One of those questions is about the performance overhead of the WebAssembly <-> JavaScript interop. In Wasabi, we have a lot of this, because the "analysis hooks" are written in JavaScript and we insert roughly one hook call per original instruction into the wasm binary. Even without any analysis code, just adding these calls can have a runtime overhead >30x. I would like to optimize this, but before that I need to find our where the overhead is coming from. Possible reasons are (just guesswork, input from people working on this is greatly appreciated):
- that many calls are just inherently expensive, be it cross-language or not (possible solution: be more selective about when to insert calls to analysis hooks) - Wasm <-> JavaScript calls are more expensive than Wasm <-> Wasm ones (possible solution: compile analyses to Wasm, or: hope that this gets optimized better by engines in the future) - the added instructions inhibit some wasm compiler optimization(s) (e.g., inlining is no longer performed because the function bodies are larger than some threshold) - ...
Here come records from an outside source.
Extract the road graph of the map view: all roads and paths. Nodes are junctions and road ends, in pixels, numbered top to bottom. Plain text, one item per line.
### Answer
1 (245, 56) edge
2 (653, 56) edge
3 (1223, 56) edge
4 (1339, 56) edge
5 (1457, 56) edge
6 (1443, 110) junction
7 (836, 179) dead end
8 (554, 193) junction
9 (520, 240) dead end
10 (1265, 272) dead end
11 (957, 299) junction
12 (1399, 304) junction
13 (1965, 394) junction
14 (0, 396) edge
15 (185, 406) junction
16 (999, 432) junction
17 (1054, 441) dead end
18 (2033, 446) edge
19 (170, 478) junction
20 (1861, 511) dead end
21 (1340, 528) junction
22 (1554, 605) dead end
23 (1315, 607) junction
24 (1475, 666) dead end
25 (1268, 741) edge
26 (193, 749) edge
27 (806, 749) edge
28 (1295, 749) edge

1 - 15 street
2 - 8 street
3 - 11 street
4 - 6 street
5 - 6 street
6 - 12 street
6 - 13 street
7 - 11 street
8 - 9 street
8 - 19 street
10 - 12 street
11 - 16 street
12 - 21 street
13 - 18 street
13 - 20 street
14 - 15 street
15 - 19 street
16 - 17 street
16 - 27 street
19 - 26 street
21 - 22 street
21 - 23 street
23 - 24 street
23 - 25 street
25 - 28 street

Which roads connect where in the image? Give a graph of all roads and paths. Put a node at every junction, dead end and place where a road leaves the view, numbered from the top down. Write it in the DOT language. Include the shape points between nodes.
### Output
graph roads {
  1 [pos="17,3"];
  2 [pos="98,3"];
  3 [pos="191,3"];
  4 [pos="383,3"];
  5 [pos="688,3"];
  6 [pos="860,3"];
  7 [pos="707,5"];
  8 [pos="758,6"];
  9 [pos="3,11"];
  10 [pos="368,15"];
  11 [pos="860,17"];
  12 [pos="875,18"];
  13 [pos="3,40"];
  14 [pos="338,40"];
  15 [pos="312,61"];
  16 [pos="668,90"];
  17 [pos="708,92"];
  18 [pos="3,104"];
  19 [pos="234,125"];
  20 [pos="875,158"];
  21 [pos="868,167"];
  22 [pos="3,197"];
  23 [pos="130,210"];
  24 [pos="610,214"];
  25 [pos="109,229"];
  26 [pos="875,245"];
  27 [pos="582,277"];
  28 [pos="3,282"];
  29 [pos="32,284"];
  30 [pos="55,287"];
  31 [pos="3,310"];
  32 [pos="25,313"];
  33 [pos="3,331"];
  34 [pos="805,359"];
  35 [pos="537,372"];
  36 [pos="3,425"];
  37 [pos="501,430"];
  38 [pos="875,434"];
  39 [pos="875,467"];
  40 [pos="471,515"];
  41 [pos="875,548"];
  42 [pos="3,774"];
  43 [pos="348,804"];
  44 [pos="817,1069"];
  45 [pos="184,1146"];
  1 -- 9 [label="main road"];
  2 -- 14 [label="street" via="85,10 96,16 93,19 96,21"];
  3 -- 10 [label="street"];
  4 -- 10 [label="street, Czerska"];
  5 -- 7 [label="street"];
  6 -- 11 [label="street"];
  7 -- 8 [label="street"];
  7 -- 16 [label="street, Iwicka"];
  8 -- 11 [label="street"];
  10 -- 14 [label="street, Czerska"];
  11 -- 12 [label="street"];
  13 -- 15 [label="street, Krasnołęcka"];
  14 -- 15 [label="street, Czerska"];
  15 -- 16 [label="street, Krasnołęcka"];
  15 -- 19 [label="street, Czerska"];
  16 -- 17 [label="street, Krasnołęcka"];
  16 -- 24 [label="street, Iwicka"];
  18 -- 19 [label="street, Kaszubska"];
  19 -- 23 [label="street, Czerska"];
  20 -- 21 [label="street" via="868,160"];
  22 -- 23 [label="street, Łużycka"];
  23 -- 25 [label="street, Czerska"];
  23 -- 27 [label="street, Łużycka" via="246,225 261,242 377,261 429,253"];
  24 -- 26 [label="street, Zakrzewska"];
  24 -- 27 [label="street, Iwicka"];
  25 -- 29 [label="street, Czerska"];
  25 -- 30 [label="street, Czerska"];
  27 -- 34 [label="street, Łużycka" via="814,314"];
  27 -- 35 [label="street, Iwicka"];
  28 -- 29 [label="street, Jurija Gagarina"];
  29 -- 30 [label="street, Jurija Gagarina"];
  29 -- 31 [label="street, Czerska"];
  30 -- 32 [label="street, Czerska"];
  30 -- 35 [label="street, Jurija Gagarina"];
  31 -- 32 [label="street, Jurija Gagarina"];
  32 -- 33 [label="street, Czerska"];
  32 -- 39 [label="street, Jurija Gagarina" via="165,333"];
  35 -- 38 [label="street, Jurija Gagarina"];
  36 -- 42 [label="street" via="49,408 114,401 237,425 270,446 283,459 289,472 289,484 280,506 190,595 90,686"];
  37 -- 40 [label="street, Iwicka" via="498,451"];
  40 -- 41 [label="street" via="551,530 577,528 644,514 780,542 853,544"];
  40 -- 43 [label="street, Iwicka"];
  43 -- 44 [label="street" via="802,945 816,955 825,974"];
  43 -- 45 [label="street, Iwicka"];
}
So far, I found working with WebAssembly very pleasing. The spec is compact but still easy to follow. I wrote my own de-/encoder and "high-level representation" of the binary format, which was straightforward and is abled to roundtrip all test files from the spec repo. The most surprising bit was about validation of dead code (i.e., code after an unconditional br is type checked, but the br is assumed to "produce any possible value").